La Unión Europea rechaza fondo específico para aborto y apuesta por fondo social
En una decisión que ha generado reacciones encontradas, la Comisión Europea ha descartado la creación de un fondo específico para ayudar a mujeres a abortar en países donde esta práctica es ilegal o restrictiva. En su lugar, Bruselas ha propuesto utilizar el Fondo Social Europeo+ como mecanismo para financiar tanto los tratamientos abortivos como los desplazamientos a otros países cuando sea necesario.
El contexto de la iniciativa ciudadana
Esta respuesta llega después de que la iniciativa ciudadana europea “Mi voz, mi decisión” (My Voice, My Choice) reuniera más de un millón de firmas en toda la Unión Europea, además de contar con el apoyo del Parlamento Europeo. La petición buscaba específicamente la creación de un fondo dedicado a ayudar a mujeres en países europeos donde el aborto es ilegal o extremadamente difícil en la práctica.
La postura de la Comisión Europea
La Comisión Europea ha argumentado que los fondos existentes “permiten medidas que mejoren el acceso al aborto mientras no interfieran con las competencias de los Estados miembros”. Este enfoque respeta la soberanía de cada país para decidir sobre la legalidad del aborto en su territorio, mientras busca mecanismos para apoyar a mujeres en situaciones vulnerables.
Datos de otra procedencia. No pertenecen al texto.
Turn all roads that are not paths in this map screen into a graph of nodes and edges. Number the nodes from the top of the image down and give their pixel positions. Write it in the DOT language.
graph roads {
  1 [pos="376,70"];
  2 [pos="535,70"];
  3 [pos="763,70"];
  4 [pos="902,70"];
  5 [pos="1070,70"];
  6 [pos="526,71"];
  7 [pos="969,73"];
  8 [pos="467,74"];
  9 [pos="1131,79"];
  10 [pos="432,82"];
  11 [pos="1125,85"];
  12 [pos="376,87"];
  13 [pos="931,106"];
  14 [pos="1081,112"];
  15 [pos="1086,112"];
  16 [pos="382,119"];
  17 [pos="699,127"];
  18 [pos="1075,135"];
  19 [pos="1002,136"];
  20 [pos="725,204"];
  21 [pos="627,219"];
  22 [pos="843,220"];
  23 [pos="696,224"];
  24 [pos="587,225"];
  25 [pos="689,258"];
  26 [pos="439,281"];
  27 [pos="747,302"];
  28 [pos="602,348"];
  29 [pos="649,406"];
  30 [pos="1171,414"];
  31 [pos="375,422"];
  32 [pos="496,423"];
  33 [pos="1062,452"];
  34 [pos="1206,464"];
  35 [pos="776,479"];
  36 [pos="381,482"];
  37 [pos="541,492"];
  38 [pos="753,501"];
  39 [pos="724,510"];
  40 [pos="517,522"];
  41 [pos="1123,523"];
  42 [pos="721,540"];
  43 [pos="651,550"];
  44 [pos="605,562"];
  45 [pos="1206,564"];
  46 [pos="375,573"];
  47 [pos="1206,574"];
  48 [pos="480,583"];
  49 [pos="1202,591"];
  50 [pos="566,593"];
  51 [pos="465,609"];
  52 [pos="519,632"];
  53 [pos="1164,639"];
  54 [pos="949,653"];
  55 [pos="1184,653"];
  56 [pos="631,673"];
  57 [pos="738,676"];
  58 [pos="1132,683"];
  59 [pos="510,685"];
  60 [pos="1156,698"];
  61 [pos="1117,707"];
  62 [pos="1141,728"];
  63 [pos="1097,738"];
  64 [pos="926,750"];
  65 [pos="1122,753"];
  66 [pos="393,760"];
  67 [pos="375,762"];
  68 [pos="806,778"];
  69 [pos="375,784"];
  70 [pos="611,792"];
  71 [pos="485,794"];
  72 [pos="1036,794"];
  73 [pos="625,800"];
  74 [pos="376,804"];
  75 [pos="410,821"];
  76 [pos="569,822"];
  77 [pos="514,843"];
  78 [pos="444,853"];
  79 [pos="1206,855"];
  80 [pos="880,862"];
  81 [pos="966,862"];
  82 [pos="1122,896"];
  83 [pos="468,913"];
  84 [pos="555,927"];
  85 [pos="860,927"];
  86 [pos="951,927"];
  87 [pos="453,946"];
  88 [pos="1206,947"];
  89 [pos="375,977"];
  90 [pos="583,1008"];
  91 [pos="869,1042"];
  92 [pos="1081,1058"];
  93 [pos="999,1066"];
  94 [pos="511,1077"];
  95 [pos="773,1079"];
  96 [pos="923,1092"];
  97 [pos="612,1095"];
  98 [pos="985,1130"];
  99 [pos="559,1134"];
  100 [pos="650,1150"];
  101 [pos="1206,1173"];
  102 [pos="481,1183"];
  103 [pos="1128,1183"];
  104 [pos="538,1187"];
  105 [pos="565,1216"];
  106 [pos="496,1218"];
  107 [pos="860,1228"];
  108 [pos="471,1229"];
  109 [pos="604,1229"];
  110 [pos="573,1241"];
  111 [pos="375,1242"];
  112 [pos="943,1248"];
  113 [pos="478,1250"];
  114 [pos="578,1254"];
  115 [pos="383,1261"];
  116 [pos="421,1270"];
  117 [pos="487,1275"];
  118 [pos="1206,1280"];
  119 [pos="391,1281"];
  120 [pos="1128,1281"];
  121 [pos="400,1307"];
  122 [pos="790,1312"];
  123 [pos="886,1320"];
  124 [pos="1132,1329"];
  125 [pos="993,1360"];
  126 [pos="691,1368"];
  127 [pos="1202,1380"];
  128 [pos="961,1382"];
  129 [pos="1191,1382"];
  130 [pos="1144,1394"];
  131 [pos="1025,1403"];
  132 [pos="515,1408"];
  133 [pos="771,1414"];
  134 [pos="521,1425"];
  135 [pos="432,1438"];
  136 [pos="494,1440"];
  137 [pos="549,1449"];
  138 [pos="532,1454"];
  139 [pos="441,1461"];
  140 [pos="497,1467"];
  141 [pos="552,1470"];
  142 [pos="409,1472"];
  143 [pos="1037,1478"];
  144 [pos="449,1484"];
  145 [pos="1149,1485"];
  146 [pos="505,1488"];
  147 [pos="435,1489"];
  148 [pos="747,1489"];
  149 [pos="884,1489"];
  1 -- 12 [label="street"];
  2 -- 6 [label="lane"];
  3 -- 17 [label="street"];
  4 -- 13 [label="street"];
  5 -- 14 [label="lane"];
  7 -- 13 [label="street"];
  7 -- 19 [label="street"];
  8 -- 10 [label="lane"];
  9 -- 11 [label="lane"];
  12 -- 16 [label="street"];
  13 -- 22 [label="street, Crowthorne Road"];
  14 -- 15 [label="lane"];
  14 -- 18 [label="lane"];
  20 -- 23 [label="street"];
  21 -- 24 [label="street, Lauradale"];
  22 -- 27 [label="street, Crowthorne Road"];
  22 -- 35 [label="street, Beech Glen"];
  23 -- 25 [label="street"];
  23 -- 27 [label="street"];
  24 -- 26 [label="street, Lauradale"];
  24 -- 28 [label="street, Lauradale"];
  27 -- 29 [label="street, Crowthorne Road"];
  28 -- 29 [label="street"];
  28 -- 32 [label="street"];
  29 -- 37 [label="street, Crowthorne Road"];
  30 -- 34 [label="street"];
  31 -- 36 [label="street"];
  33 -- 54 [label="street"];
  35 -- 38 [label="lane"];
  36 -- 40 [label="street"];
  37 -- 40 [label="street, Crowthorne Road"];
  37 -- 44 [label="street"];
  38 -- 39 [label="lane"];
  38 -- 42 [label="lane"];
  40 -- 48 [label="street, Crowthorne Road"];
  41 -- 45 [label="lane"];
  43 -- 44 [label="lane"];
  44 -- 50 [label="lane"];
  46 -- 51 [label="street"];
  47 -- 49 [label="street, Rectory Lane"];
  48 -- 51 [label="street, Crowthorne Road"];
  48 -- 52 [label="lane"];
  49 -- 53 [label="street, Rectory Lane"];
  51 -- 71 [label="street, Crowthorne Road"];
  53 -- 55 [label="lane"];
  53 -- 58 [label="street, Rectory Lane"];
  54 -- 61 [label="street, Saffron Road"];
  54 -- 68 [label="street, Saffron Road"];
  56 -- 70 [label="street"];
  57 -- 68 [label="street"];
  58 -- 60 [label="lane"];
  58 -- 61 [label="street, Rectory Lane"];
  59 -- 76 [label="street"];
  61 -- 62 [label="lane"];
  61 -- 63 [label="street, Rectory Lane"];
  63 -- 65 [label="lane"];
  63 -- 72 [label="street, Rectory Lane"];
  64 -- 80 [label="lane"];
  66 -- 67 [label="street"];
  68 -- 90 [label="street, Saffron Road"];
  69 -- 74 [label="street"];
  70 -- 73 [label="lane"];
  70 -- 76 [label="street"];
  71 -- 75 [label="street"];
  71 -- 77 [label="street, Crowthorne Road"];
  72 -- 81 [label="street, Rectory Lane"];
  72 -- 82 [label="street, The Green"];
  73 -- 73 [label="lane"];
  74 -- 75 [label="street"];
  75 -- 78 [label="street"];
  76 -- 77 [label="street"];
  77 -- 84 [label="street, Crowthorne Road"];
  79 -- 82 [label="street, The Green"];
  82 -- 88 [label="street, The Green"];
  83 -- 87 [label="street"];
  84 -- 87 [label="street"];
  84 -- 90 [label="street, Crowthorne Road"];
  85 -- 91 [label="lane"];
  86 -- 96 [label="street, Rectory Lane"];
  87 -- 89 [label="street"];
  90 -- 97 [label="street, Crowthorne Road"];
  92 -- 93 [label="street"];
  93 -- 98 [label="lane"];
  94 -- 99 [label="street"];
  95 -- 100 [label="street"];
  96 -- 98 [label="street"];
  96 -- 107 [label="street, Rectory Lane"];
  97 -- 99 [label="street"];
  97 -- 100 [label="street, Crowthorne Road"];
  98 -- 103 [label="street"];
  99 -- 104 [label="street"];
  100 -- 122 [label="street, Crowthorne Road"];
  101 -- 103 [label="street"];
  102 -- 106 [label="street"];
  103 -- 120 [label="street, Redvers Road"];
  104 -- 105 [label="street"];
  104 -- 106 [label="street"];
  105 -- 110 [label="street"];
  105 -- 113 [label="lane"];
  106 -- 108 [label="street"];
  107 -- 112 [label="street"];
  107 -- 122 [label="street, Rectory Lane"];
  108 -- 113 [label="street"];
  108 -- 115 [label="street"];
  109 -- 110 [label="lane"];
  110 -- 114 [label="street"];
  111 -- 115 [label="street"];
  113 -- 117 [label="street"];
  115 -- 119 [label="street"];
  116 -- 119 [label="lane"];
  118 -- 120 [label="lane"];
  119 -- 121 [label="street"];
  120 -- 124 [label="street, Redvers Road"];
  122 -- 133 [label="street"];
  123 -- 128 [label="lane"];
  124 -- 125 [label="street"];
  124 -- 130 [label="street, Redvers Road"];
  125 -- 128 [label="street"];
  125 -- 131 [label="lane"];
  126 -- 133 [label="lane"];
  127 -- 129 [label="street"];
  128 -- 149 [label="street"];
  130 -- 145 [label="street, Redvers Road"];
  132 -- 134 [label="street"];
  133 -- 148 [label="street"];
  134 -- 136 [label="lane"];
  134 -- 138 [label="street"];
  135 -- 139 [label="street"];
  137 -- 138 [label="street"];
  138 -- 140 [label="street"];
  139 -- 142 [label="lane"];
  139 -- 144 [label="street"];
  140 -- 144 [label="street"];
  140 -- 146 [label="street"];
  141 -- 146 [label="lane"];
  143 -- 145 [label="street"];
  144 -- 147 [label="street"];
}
El papel del Fondo Social Europeo+
El Fondo Social Europeo+ se presenta como la herramienta principal para:
- Financiar tratamientos abortivos en países donde son legales
- Cubrir los costos de desplazamiento a otros países cuando sea necesario
- Mejorar el acceso igualitario a servicios de salud legalmente disponibles
- Garantizar que estos servicios sean asequibles para todas las mujeres
Reacciones y perspectivas
Las organizadoras de “Mi voz, mi decisión” han celebrado que la Comisión Europea “reconozca de manera inequívoca por primera vez que los fondos europeos puedan usarse para garantizar el acceso a un aborto seguro, particularmente para mujeres en situaciones vulnerables, sin importar de dónde vienen en Europa”.
“Esto no es simbólico, es un compromiso político con los derechos de las mujeres”, afirmaron las representantes de la iniciativa. “Establece más allá de cualquier duda que el acceso a un aborto seguro es una cuestión de salud pública y justicia social”.
El apoyo de líderes europeos
El presidente del Gobierno español, Pedro Sánchez, junto con los primeros ministros de Eslovenia, Suecia, Dinamarca y Estonia, instaron a la Comisión Europea en una carta conjunta a “tomar medidas para definir cómo se podría aplicar en la práctica” la iniciativa ciudadana. Este respaldo político de alto nivel subraya la importancia transnacional del tema.
Implicaciones para la equidad de género
Esta decisión se produce en un contexto donde las percepciones sobre el feminismo están evolucionando. Según el Barómetro Juventud y Género de FAD, cerca de cuatro de cada diez jóvenes en España (38,4%) se consideran feministas, el porcentaje más bajo desde 2021 cuando eran el 49,9%.
La discusión sobre el aborto y su financiación se enmarca en debates más amplios sobre:
- Autonomía corporal y derechos reproductivos
- Acceso equitativo a servicios de salud
- Justicia social en el ámbito europeo
- La intersección entre política, salud y derechos humanos
Perspectivas futuras
Aunque no se ha creado el fondo específico solicitado, el reconocimiento de que los fondos europeos existentes pueden utilizarse para garantizar el acceso al aborto seguro marca un precedente importante. Las organizadoras de la iniciativa ciudadana reconocen que “la Comisión reconoce que los objetivos de nuestra iniciativa pueden lograrse” a través de los mecanismos existentes.
Este enfoque podría establecer un modelo para abordar otras cuestiones de salud y derechos en la Unión Europea, balanceando el respeto a la soberanía nacional con la protección de derechos fundamentales.